▸ Problem description:
Which lines run from the one containing "Which roads connect" through the end of the material? Reproduce them exactly.

▸ Dataset excerpts:
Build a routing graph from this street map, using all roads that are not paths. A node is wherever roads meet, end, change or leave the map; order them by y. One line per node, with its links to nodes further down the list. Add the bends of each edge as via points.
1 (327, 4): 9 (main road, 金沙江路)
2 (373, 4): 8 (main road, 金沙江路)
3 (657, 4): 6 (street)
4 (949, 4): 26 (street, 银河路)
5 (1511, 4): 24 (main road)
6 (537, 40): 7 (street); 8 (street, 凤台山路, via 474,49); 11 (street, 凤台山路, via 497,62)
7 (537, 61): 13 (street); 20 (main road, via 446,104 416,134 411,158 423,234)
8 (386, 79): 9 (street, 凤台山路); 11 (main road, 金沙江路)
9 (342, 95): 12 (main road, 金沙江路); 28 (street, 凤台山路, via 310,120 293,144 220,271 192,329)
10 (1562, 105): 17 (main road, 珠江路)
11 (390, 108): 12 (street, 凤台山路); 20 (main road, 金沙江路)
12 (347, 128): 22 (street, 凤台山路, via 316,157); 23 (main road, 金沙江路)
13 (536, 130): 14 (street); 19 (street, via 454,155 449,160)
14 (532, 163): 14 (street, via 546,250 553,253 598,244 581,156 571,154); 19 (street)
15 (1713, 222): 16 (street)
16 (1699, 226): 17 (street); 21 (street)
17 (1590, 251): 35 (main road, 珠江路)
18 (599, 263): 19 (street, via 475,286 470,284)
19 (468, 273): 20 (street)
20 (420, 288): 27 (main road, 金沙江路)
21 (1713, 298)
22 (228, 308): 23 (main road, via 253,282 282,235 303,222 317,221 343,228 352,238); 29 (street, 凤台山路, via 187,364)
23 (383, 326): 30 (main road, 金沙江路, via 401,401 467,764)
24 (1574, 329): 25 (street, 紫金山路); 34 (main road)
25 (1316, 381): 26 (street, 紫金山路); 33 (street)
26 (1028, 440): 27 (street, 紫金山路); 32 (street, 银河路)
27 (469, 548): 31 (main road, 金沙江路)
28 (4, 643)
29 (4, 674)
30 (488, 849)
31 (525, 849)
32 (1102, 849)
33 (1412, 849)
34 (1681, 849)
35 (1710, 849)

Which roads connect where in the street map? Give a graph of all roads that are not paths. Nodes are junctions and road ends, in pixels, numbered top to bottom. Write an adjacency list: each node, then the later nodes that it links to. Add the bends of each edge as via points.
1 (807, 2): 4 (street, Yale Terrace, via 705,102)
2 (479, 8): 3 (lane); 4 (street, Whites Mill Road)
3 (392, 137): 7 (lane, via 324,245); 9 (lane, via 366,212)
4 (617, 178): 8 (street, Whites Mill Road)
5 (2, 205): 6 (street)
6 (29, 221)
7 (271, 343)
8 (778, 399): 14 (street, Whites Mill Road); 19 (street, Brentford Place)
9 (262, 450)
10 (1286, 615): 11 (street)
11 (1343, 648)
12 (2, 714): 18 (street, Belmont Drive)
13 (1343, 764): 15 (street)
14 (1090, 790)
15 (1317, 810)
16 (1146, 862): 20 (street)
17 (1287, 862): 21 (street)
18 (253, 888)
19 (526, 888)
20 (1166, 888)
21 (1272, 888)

▸ Response box:
Which roads connect where in the street map? Give a graph of all roads that are not paths. Nodes are junctions and road ends, in pixels, numbered top to bottom. Write an adjacency list: each node, then the later nodes that it links to. Add the bends of each edge as via points.
1 (807, 2): 4 (street, Yale Terrace, via 705,102)
2 (479, 8): 3 (lane); 4 (street, Whites Mill Road)
3 (392, 137): 7 (lane, via 324,245); 9 (lane, via 366,212)
4 (617, 178): 8 (street, Whites Mill Road)
5 (2, 205): 6 (street)
6 (29, 221)
7 (271, 343)
8 (778, 399): 14 (street, Whites Mill Road); 19 (street, Brentford Place)
9 (262, 450)
10 (1286, 615): 11 (street)
11 (1343, 648)
12 (2, 714): 18 (street, Belmont Drive)
13 (1343, 764): 15 (street)
14 (1090, 790)
15 (1317, 810)
16 (1146, 862): 20 (street)
17 (1287, 862): 21 (street)
18 (253, 888)
19 (526, 888)
20 (1166, 888)
21 (1272, 888)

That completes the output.